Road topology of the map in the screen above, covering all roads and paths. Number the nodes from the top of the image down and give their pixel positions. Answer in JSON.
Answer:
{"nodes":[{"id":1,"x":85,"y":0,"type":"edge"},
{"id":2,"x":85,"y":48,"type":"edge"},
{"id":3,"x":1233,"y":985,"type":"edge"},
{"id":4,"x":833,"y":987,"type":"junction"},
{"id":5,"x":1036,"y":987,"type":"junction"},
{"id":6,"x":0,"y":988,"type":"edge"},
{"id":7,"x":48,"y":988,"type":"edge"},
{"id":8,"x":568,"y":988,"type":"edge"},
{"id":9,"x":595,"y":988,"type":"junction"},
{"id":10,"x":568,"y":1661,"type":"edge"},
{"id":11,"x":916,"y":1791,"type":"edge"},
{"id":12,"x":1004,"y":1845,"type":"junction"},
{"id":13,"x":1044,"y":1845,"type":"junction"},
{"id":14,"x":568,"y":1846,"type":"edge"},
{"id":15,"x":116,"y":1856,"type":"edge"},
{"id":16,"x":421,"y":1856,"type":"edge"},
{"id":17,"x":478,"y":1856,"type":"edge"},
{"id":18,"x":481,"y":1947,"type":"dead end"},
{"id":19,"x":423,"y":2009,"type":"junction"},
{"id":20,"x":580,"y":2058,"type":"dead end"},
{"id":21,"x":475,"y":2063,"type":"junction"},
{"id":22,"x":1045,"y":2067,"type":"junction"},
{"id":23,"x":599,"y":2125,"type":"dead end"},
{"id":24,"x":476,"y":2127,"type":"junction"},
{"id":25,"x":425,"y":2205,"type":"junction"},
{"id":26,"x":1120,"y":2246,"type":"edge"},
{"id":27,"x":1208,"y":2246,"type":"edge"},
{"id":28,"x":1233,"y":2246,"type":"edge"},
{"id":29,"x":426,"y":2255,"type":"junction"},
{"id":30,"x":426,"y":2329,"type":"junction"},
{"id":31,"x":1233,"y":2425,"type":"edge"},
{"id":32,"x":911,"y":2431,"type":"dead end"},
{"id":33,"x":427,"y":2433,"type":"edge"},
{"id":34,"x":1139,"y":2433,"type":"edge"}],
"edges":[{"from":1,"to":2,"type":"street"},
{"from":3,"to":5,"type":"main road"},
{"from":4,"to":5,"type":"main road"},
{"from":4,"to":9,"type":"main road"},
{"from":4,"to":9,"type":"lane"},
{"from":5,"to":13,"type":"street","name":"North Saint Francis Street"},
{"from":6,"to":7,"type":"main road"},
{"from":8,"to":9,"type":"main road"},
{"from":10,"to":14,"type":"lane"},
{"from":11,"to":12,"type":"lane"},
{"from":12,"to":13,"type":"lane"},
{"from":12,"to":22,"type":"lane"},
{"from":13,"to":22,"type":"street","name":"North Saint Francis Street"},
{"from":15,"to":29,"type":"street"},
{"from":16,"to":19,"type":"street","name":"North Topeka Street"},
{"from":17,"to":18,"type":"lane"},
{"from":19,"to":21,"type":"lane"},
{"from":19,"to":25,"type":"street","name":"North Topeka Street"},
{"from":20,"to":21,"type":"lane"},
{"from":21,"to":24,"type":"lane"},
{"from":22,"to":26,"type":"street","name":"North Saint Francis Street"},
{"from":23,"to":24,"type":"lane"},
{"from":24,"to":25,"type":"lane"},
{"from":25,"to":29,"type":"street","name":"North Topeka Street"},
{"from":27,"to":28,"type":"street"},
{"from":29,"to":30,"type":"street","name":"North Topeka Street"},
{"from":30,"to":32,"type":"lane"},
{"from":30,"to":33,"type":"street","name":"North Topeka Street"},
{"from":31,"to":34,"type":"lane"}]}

┄┄┄┄┄┄┄┄┄┄┄┄┄┄┄┄┄┄┄┄

- EXERCISE: The expected output is every record, repeated exactly.

- EXPECTED ANSWER:
Road topology of the map in the screen above, covering all roads and paths. Number the nodes from the top of the image down and give their pixel positions. Answer in JSON.
Answer:
{"nodes":[{"id":1,"x":85,"y":0,"type":"edge"},
{"id":2,"x":85,"y":48,"type":"edge"},
{"id":3,"x":1233,"y":985,"type":"edge"},
{"id":4,"x":833,"y":987,"type":"junction"},
{"id":5,"x":1036,"y":987,"type":"junction"},
{"id":6,"x":0,"y":988,"type":"edge"},
{"id":7,"x":48,"y":988,"type":"edge"},
{"id":8,"x":568,"y":988,"type":"edge"},
{"id":9,"x":595,"y":988,"type":"junction"},
{"id":10,"x":568,"y":1661,"type":"edge"},
{"id":11,"x":916,"y":1791,"type":"edge"},
{"id":12,"x":1004,"y":1845,"type":"junction"},
{"id":13,"x":1044,"y":1845,"type":"junction"},
{"id":14,"x":568,"y":1846,"type":"edge"},
{"id":15,"x":116,"y":1856,"type":"edge"},
{"id":16,"x":421,"y":1856,"type":"edge"},
{"id":17,"x":478,"y":1856,"type":"edge"},
{"id":18,"x":481,"y":1947,"type":"dead end"},
{"id":19,"x":423,"y":2009,"type":"junction"},
{"id":20,"x":580,"y":2058,"type":"dead end"},
{"id":21,"x":475,"y":2063,"type":"junction"},
{"id":22,"x":1045,"y":2067,"type":"junction"},
{"id":23,"x":599,"y":2125,"type":"dead end"},
{"id":24,"x":476,"y":2127,"type":"junction"},
{"id":25,"x":425,"y":2205,"type":"junction"},
{"id":26,"x":1120,"y":2246,"type":"edge"},
{"id":27,"x":1208,"y":2246,"type":"edge"},
{"id":28,"x":1233,"y":2246,"type":"edge"},
{"id":29,"x":426,"y":2255,"type":"junction"},
{"id":30,"x":426,"y":2329,"type":"junction"},
{"id":31,"x":1233,"y":2425,"type":"edge"},
{"id":32,"x":911,"y":2431,"type":"dead end"},
{"id":33,"x":427,"y":2433,"type":"edge"},
{"id":34,"x":1139,"y":2433,"type":"edge"}],
"edges":[{"from":1,"to":2,"type":"street"},
{"from":3,"to":5,"type":"main road"},
{"from":4,"to":5,"type":"main road"},
{"from":4,"to":9,"type":"main road"},
{"from":4,"to":9,"type":"lane"},
{"from":5,"to":13,"type":"street","name":"North Saint Francis Street"},
{"from":6,"to":7,"type":"main road"},
{"from":8,"to":9,"type":"main road"},
{"from":10,"to":14,"type":"lane"},
{"from":11,"to":12,"type":"lane"},
{"from":12,"to":13,"type":"lane"},
{"from":12,"to":22,"type":"lane"},
{"from":13,"to":22,"type":"street","name":"North Saint Francis Street"},
{"from":15,"to":29,"type":"street"},
{"from":16,"to":19,"type":"street","name":"North Topeka Street"},
{"from":17,"to":18,"type":"lane"},
{"from":19,"to":21,"type":"lane"},
{"from":19,"to":25,"type":"street","name":"North Topeka Street"},
{"from":20,"to":21,"type":"lane"},
{"from":21,"to":24,"type":"lane"},
{"from":22,"to":26,"type":"street","name":"North Saint Francis Street"},
{"from":23,"to":24,"type":"lane"},
{"from":24,"to":25,"type":"lane"},
{"from":25,"to":29,"type":"street","name":"North Topeka Street"},
{"from":27,"to":28,"type":"street"},
{"from":29,"to":30,"type":"street","name":"North Topeka Street"},
{"from":30,"to":32,"type":"lane"},
{"from":30,"to":33,"type":"street","name":"North Topeka Street"},
{"from":31,"to":34,"type":"lane"}]}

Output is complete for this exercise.